4 months of writing later, and I had 34 subscribers.
But then I thought:
“Why don’t I just do the work of subscribing people who might want to read my blog myself, and let them opt out if they don’t like it?”
So that’s what I did. I went through all my contacts on LinkedIn who had some interest in entrepreneurship and added their email addresses to my blog. Some of these people were very senior, and I was honestly scared that some would be upset for “intruding” on their privacy.
Surprise! Not a single person has complained. And no one has yet unsubscribed.
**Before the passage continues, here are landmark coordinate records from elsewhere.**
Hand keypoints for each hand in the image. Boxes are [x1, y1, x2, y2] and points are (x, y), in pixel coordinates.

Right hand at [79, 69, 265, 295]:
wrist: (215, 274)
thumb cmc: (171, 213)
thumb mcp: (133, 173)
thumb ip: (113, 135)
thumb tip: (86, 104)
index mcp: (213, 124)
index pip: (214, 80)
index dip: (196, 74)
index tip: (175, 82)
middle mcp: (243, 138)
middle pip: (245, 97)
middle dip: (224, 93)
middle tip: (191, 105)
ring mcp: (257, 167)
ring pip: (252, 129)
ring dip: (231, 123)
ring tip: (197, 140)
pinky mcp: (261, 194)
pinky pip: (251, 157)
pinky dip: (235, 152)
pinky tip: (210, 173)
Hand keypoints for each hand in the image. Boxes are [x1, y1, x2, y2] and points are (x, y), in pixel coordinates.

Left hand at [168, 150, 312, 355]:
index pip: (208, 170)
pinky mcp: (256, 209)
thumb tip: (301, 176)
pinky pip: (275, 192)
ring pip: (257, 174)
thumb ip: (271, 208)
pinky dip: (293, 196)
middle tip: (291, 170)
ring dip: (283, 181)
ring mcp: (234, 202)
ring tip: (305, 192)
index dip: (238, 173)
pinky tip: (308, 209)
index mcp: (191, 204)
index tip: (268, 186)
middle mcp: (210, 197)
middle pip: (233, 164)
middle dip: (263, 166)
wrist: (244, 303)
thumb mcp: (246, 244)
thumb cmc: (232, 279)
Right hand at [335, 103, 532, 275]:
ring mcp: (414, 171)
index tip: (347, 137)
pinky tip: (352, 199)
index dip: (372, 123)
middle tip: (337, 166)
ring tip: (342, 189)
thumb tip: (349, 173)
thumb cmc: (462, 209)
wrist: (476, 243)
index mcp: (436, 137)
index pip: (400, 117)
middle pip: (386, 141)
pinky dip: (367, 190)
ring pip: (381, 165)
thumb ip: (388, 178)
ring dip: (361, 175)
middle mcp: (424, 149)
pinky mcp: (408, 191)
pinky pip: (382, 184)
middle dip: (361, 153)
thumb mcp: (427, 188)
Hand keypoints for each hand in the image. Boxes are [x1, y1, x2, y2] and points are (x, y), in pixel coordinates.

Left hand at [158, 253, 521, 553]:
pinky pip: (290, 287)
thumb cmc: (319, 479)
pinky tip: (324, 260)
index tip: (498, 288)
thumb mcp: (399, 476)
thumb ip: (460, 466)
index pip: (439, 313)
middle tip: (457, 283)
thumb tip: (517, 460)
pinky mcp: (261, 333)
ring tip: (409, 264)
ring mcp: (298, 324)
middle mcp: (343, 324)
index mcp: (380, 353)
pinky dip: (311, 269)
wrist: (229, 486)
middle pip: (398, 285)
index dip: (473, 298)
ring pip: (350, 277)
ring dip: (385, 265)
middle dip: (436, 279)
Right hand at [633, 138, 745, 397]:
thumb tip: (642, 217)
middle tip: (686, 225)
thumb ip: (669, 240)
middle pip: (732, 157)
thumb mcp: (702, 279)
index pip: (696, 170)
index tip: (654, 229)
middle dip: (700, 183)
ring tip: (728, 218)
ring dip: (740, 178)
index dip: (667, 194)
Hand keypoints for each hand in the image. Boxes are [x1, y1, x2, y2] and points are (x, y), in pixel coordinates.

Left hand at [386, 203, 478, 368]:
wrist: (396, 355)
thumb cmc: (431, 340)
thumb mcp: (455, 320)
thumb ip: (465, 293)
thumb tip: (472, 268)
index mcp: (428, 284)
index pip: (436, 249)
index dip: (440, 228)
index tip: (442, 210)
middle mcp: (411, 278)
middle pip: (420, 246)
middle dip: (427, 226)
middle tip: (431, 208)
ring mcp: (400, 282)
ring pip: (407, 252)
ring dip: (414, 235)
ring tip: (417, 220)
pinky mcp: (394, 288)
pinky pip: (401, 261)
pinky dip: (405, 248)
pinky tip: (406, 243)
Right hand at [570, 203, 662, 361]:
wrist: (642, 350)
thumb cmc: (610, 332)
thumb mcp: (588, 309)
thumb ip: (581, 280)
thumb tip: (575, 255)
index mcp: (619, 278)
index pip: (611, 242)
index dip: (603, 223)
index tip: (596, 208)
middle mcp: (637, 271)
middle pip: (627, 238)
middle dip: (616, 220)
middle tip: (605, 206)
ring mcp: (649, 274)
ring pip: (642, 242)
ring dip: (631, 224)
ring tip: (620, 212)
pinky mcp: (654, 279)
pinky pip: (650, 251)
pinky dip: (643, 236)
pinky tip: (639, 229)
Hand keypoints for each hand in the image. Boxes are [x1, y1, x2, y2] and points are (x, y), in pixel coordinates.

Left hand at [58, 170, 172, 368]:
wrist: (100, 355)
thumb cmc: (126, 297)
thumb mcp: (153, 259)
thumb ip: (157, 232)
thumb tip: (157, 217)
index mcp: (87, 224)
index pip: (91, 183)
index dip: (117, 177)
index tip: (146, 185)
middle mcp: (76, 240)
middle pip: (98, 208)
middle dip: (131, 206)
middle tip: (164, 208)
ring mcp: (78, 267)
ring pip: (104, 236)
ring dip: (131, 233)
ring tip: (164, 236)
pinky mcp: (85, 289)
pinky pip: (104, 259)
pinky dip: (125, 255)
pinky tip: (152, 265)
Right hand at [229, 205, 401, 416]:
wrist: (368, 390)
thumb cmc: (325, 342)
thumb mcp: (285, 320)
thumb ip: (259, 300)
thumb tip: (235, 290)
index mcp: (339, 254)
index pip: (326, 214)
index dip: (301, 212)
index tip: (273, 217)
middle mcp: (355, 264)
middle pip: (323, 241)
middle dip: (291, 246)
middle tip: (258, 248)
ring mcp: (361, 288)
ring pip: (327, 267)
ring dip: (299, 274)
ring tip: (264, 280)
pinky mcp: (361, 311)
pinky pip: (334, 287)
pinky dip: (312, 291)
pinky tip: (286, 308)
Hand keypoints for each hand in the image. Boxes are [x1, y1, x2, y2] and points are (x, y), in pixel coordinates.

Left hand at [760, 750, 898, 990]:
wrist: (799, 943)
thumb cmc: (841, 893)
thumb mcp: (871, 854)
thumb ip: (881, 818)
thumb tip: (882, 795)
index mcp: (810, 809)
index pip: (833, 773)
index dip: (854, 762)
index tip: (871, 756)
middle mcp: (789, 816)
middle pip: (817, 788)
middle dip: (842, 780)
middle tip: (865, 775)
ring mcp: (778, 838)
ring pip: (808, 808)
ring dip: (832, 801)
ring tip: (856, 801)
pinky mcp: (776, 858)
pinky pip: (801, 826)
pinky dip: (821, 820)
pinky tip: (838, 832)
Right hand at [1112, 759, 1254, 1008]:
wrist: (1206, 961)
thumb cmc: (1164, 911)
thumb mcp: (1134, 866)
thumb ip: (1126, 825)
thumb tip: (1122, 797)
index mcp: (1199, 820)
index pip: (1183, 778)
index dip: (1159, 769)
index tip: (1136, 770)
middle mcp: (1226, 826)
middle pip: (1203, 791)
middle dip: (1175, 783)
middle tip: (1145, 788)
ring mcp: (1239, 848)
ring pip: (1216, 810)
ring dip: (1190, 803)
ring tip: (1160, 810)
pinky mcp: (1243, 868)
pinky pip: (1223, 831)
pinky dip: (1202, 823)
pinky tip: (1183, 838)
In fact, the most senior people read my posts 3-4X as much as the average reader!
If you believe you are producing great work, it’s your duty to do the work for your customers so they can taste your product.
Don’t wait for the customer to walk up to your booth and ask about your product.
Walk up to the customer and give them a sample of your product yourself.
Buying any product is a risk. Letting customers taste your product beforehand is how you remove that risk – and maybe even create surprising delight!
Your product is your best salesperson.
So let your product speak for itself.
Show it off in flashy photos and videos,
Hand out free samples and trials,
And never ever force your customers to work to taste what your product.
What atomic taste features will double revenue for you?